DOJ charges NASA researcher for hiding relationship with China
The Justice Department announced charges Monday against a Texas A&M University professor accused of conducting research for NASA while hiding his affiliations with a Chinese University and at least one Chinese company.
What happened: A complaint unsealed Monday alleges that Zhengdong Cheng, 53, participated in China's Thousand Talents Plan, which seeks to recruit "high-level scientific talent in furtherance of China’s scientific development, economic prosperity and national security."
- He received a grant from NASA based on alleged false claims and personally benefited from his affiliation with Texas A&M and NASA, according to the DOJ's complaint. He had increased access to NASA's resources, like the International Space Station.
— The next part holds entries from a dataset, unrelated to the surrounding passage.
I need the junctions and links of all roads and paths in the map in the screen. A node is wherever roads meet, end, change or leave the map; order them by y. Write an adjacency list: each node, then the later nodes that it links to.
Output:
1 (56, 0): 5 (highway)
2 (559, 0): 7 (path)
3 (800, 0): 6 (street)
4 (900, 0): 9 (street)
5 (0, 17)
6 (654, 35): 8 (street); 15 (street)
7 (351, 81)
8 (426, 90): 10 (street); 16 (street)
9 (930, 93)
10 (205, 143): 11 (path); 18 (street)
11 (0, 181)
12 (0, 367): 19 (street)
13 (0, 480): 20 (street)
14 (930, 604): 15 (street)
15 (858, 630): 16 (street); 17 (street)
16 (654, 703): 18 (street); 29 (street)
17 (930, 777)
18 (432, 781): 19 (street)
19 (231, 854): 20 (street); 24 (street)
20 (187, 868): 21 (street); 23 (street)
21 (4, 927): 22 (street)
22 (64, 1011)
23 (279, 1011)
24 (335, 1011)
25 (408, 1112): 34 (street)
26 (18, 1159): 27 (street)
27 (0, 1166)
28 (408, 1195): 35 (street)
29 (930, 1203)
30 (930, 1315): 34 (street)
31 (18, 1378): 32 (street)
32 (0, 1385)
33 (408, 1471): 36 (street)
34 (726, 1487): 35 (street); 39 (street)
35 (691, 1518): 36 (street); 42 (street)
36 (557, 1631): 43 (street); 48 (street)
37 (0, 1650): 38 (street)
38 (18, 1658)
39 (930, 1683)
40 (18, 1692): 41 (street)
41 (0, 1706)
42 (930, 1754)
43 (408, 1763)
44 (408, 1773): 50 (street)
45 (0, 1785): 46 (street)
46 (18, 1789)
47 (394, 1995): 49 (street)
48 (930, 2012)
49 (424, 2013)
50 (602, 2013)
- "This access allegedly allowed Cheng to further his standing in China at Guangdong University of Technology and other universities," per a DOJ statement.
- Cheng is charged with a count of wire fraud, making a false statement to authorities and conspiracy to defraud the U.S.
The backdrop: Federal law prevents NASA from funding projects that work with the Chinese government or university system.
Our thought bubble via Axios' Bethany Allen-Ebrahimian: This is the latest high-profile case in the DOJ's efforts to uncover undisclosed ties between U.S.-based researchers and Chinese institutions.
- U.S. officials fear that China's Thousand Talents programs may incentivize researchers to transfer research that the Chinese government aims to acquire.
What they're saying: “China is building an economy and academic institutions with bricks stolen from others all around the world,” said U.S. Attorney for the Southern District of Texas Ryan Patrick.
- "While 1.4 million foreign researchers and academics are here in the U.S. for the right reasons, the Chinese Talents Program exploits our open and free universities."
- "These conflicts must be disclosed, and we will hold those accountable when such conflict violates the law.”